During the tenure of Jair Bolsonaro, Brazil’s incredibly restrictive gun laws were loosened enough that many average citizens who were previously unable to lawfully possess a firearm were finally able to become legal gun owners. Coincidentally (or not), the country’s homicide rate declined even as gun permits soared, but now the current president of Brazil is looking to crack down on those new gun owners.
On Friday Luiz Inacio Lula da Silva issued an executive order meant to reverse the gains made by gun owners over the past few years, declaring that only the military and police need to be “well-armed”.

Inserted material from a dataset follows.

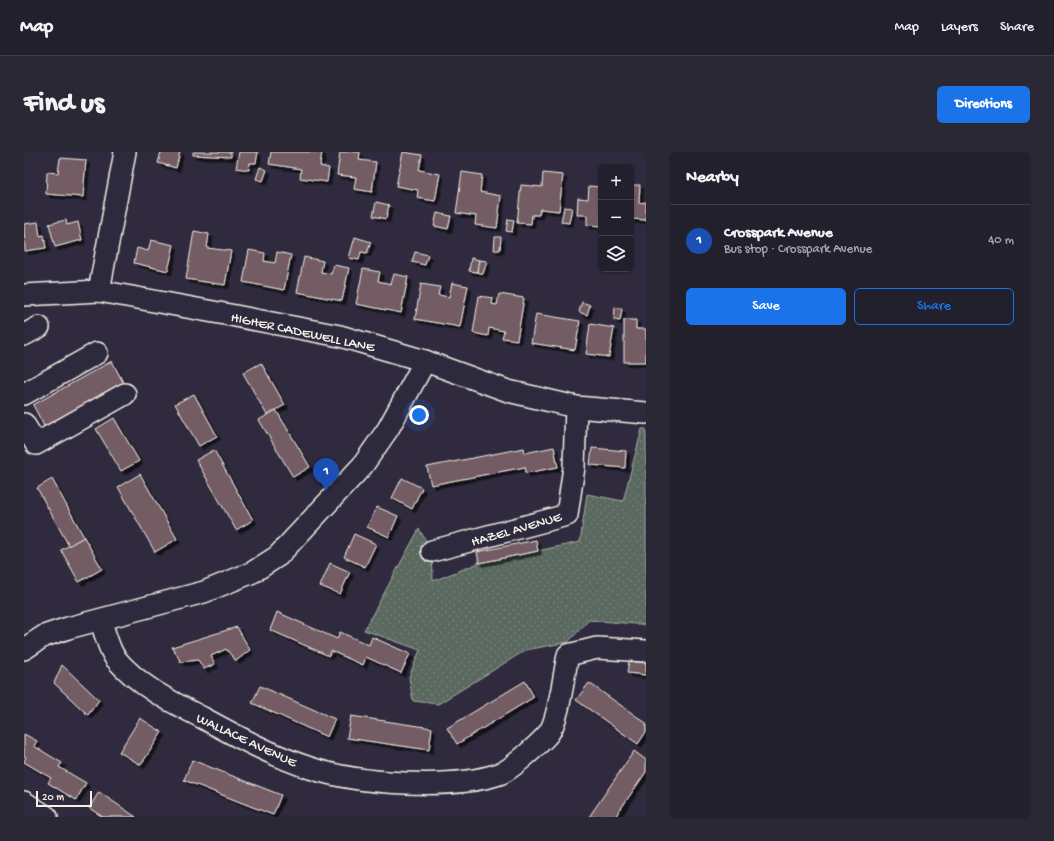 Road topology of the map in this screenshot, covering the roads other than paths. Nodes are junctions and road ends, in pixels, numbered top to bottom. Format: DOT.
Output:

Lula intends to reduce the number of guns civilians can possess for personal use from 4 to 2, and the ammunition for each gun in their possession is to be reduced from 200 to 50. The full executive order with more details about the gun control policies has not been made publicly available, but local news has reported that there will be restrictions certain calibers, a “buyback” program to remove certain guns out of public circulation and other new restrictions. The new policy also decreases the duration of a gun permit from 10 years to 3-5 years depending on the holder.
Lula’s policies comes after several school shootings and aims to confront stark gun violence in the county. The new plan is a complete shift from Lula’s predecessor, whose “lax” policies Lula cites as a major contributory factor in high homicide rates. Although there is no constitutional right to arms in Brazil, Bolsonaro loosened the rules on gun possession and ammunition. The anti-violence NGO Instituto Sou da Paz held Bolsonaro’s government responsible for the new weapons in circulation, suggesting that the “miscontrolled” gun policy made it easier and cheaper for criminals to access weapons and ammunition.

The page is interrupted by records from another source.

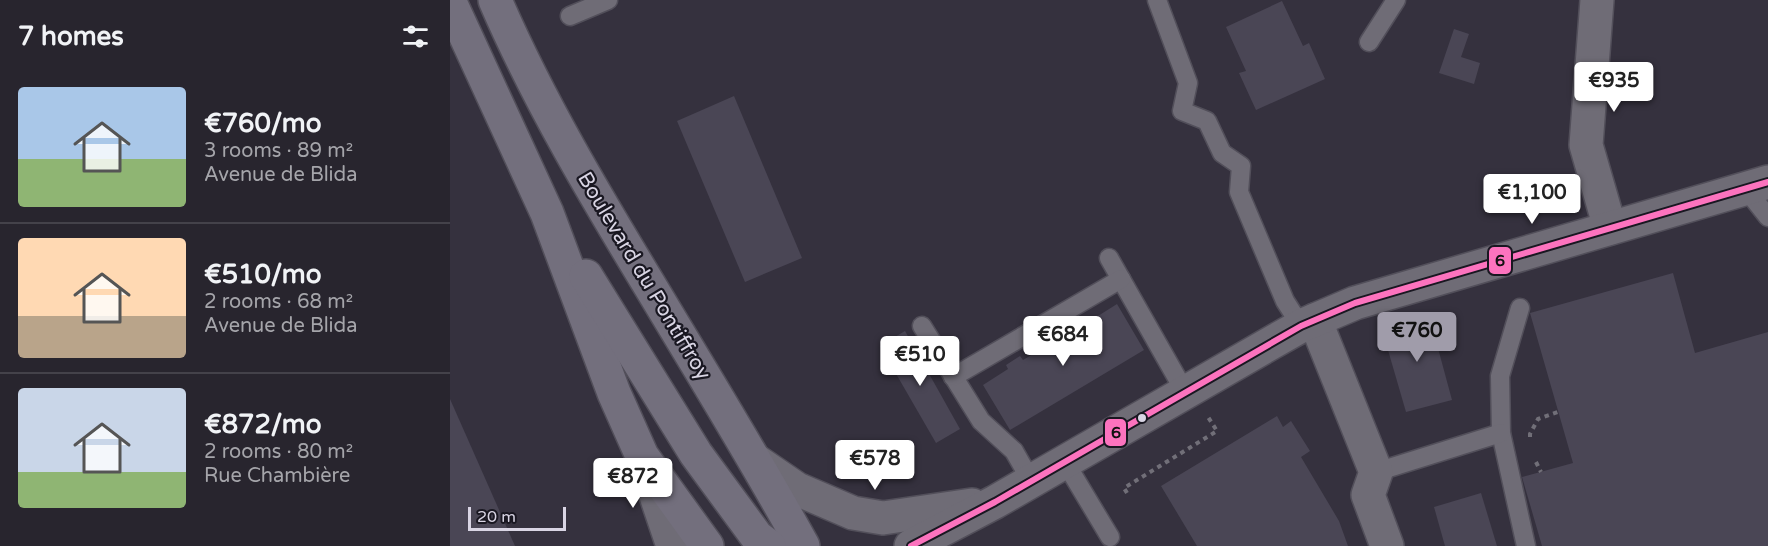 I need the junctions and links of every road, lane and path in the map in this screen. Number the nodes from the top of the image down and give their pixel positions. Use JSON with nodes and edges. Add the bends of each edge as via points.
{"nodes":[{"id":1,"x":495,"y":0,"type":"edge"},
{"id":2,"x":608,"y":0,"type":"edge"},
{"id":3,"x":1157,"y":0,"type":"edge"},
{"id":4,"x":1396,"y":0,"type":"edge"},
{"id":5,"x":1598,"y":0,"type":"edge"},
{"id":6,"x":450,"y":2,"type":"edge"},
{"id":7,"x":570,"y":16,"type":"dead end"},
{"id":8,"x":1369,"y":42,"type":"dead end"},
{"id":9,"x":1756,"y":185,"type":"edge"},
{"id":10,"x":548,"y":213,"type":"junction"},
{"id":11,"x":1768,"y":217,"type":"edge"},
{"id":12,"x":1610,"y":228,"type":"junction"},
{"id":13,"x":1109,"y":258,"type":"dead end"},
{"id":14,"x":1121,"y":279,"type":"junction"},
{"id":15,"x":1520,"y":308,"type":"dead end"},
{"id":16,"x":1308,"y":323,"type":"junction"},
{"id":17,"x":922,"y":326,"type":"dead end"},
{"id":18,"x":953,"y":377,"type":"junction"},
{"id":19,"x":1185,"y":392,"type":"junction"},
{"id":20,"x":1558,"y":412,"type":"dead end"},
{"id":21,"x":1208,"y":416,"type":"dead end"},
{"id":22,"x":1501,"y":433,"type":"junction"},
{"id":23,"x":1531,"y":443,"type":"dead end"},
{"id":24,"x":1531,"y":453,"type":"dead end"},
{"id":25,"x":642,"y":456,"type":"junction"},
{"id":26,"x":756,"y":461,"type":"junction"},
{"id":27,"x":1065,"y":462,"type":"junction"},
{"id":28,"x":1376,"y":472,"type":"junction"},
{"id":29,"x":1541,"y":472,"type":"dead end"},
{"id":30,"x":1031,"y":481,"type":"junction"},
{"id":31,"x":1127,"y":493,"type":"dead end"},
{"id":32,"x":994,"y":502,"type":"junction"},
{"id":33,"x":1110,"y":537,"type":"dead end"},
{"id":34,"x":927,"y":541,"type":"edge"},
{"id":35,"x":673,"y":546,"type":"edge"},
{"id":36,"x":707,"y":546,"type":"edge"},
{"id":37,"x":769,"y":546,"type":"edge"},
{"id":38,"x":803,"y":546,"type":"edge"},
{"id":39,"x":1387,"y":546,"type":"edge"},
{"id":40,"x":1526,"y":546,"type":"edge"}],
"edges":[{"from":1,"to":26,"type":"main road","name":"Boulevard du Pontiffroy","via":[[579,168]]},
{"from":2,"to":7,"type":"lane"},
{"from":3,"to":16,"type":"lane","via":[[1188,83],[1182,111],[1207,121],[1222,153],[1241,166],[1239,192],[1285,302]]},
{"from":4,"to":8,"type":"lane"},
{"from":5,"to":12,"type":"main road","via":[[1586,145]]},
{"from":6,"to":10,"type":"main road"},
{"from":9,"to":11,"type":"lane"},
{"from":9,"to":12,"type":"main road"},
{"from":10,"to":25,"type":"main road","via":[[614,393]]},
{"from":10,"to":37,"type":"main road","via":[[696,454],[757,537]]},
{"from":12,"to":16,"type":"main road","via":[[1355,303]]},
{"from":13,"to":14,"type":"lane"},
{"from":14,"to":18,"type":"lane"},
{"from":14,"to":19,"type":"lane"},
{"from":15,"to":22,"type":"lane","via":[[1500,376]]},
{"from":16,"to":19,"type":"main road"},
{"from":16,"to":28,"type":"main road"},
{"from":17,"to":18,"type":"lane"},
{"from":18,"to":30,"type":"lane","via":[[981,421],[1014,451]]},
{"from":19,"to":27,"type":"main road"},
{"from":20,"to":23,"type":"path","via":[[1538,419],[1530,434]]},
{"from":21,"to":31,"type":"path","via":[[1217,431],[1124,488]]},
{"from":22,"to":28,"type":"lane"},
{"from":22,"to":40,"type":"lane"},
{"from":24,"to":29,"type":"path"},
{"from":25,"to":35,"type":"main road"},
{"from":25,"to":36,"type":"main road"},
{"from":26,"to":32,"type":"main road","via":[[797,489],[853,513],[870,516],[884,518]]},
{"from":26,"to":38,"type":"main road","name":"Boulevard du Pontiffroy"},
{"from":27,"to":30,"type":"main road"},
{"from":27,"to":33,"type":"lane"},
{"from":28,"to":39,"type":"main road","via":[[1368,495]]},
{"from":30,"to":32,"type":"main road"},
{"from":32,"to":34,"type":"main road"}]}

The biggest problem with Lula’s argument is that Brazil’s homicide rates were even higher back when it was virtually impossible for the average citizen to own or carry a firearm for self-defense. The country’s murder rate peaked in 2017 at more than 30 homicides per 100,000 people, but last year the number of homicides recorded was the fewest since 2011.
Meanwhile, the number of privately-owned firearms registered with the Federal Police jumped by 47.5% between 2019 and 2022. More guns did not equate to more crime, in other words, but Lula is still targeting the growing number of legal gun owners in Brazil and imposing severe restrictions on their ability to protect themselves from the country’s seemingly endless supply of armed robbers, carjackers, and violent criminals. Even training is going to be difficult for the few lawful gun owners who’ll remain under Lula’s new restrictions, with ammunition possession capped at 50 rounds. Most of us will shoot far more than that during a typical outing at the range, so not only will there be far fewer lawful gun owners thanks to Lula’s new prohibitions, but those that are left will be less competent than they should be thanks to the gun and ammo rationing implemented via executive order.
The U.S. gun control lobby would love to take a page from Lula’s playbook and install these same restrictions here at home. That may be off the table for the moment, but if Democrats capture both chambers of Congress and keep control of the White House next year there’ll be a major push to pack the Supreme Court full of anti-gun justices who will repeal the Heller decision in short order, allowing for Lula’s restrictions and a host of others to be adopted at the federal, state, and local level. We’re already seeing a preview of this in Massachusetts, where HD 4420 would turn thousands of law-abiding gun owners into felons overnight, and if the prohibitionists get their way next year the courts will be no impediment to their infringements on our fundamental right to keep and bear arms.